Top of MATERIAL SUPPLIED
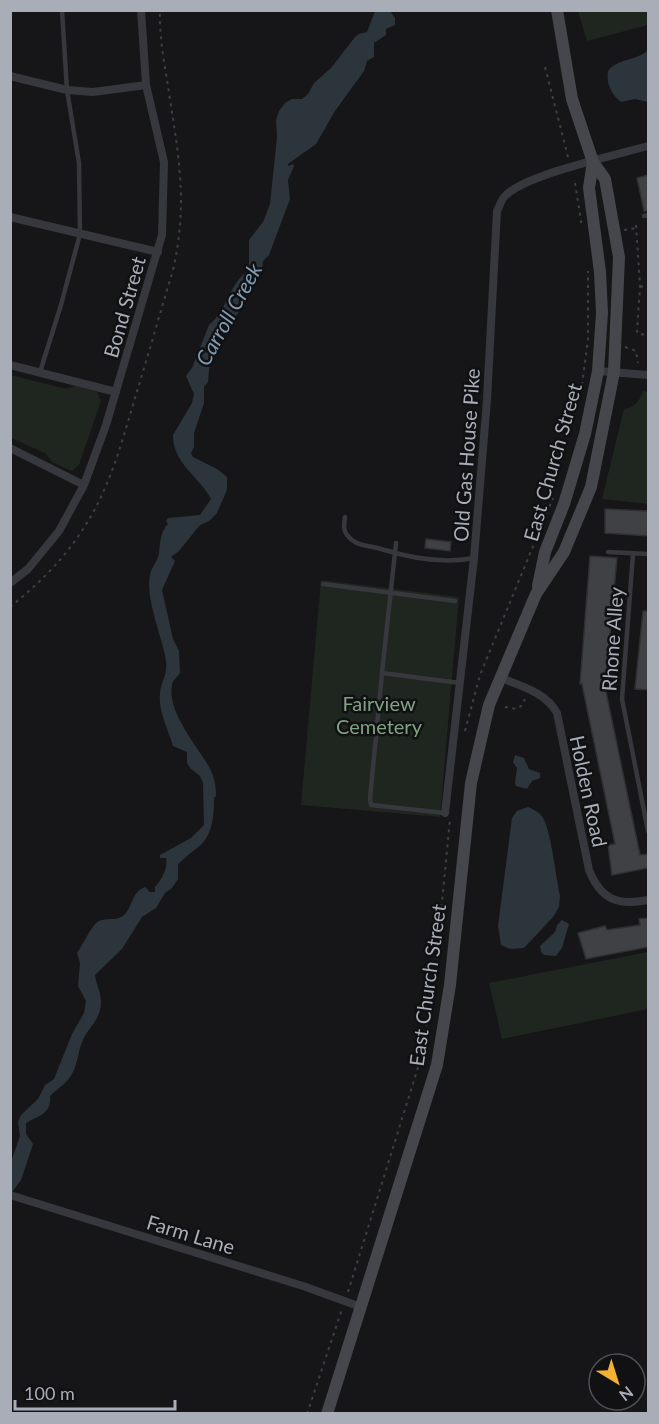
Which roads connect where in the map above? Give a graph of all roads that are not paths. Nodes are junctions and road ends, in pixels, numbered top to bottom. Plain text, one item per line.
1 (62, 10) edge
2 (141, 10) edge
3 (557, 10) edge
4 (10, 76) edge
5 (146, 85) junction
6 (68, 90) junction
7 (648, 146) edge
8 (593, 162) junction
9 (10, 217) edge
10 (80, 234) junction
11 (158, 252) junction
12 (10, 365) edge
13 (598, 371) junction
14 (40, 372) junction
15 (614, 372) junction
16 (648, 375) edge
17 (116, 392) junction
18 (11, 450) edge
19 (84, 485) junction
20 (345, 518) dead end
21 (396, 543) dead end
22 (608, 552) dead end
23 (395, 554) junction
24 (633, 554) junction
25 (648, 554) edge
26 (474, 558) junction
27 (10, 583) edge
28 (323, 584) dead end
29 (391, 593) junction
30 (536, 594) junction
31 (456, 601) dead end
32 (382, 673) junction
33 (499, 677) junction
34 (460, 684) junction
35 (445, 813) joint
36 (648, 831) edge
37 (648, 900) edge
38 (10, 1195) edge
39 (361, 1307) junction
40 (327, 1413) edge

1 - 6 lane
2 - 5 street, Bond Street
3 - 8 main road, East Church Street
4 - 6 street
5 - 6 street
5 - 11 street, Bond Street
6 - 10 lane
7 - 8 street, Old Gas House Pike
8 - 13 main road, East Church Street
8 - 15 main road, East Church Street
8 - 26 street, Old Gas House Pike
9 - 10 street
10 - 11 street
10 - 14 lane
11 - 17 street, Bond Street
12 - 14 street
13 - 15 street
13 - 30 main road, East Church Street
14 - 17 street
15 - 16 street
15 - 30 main road, East Church Street
17 - 19 street, Bond Street
18 - 19 street
19 - 27 street, Bond Street
20 - 23 lane
21 - 23 lane
22 - 24 lane
23 - 26 lane
23 - 29 lane
24 - 25 lane
24 - 36 lane, Rhone Alley
26 - 34 street, Old Gas House Pike
28 - 29 lane
29 - 31 lane
29 - 32 lane
30 - 33 main road, East Church Street
32 - 34 lane
32 - 35 lane
33 - 37 street, Holden Road
33 - 39 main road, East Church Street
34 - 35 street, Old Gas House Pike
38 - 39 street, Farm Lane
39 - 40 main road, East Church Street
Bottom of MATERIAL SUPPLIED
§ **WHAT YOU SHOULD DO**: When a line in the records above contains the word "Church", copy it.

§ **SOLUTION**:
3 - 8 main road, East Church Street
8 - 13 main road, East Church Street
8 - 15 main road, East Church Street
13 - 30 main road, East Church Street
15 - 30 main road, East Church Street
30 - 33 main road, East Church Street
33 - 39 main road, East Church Street
39 - 40 main road, East Church Street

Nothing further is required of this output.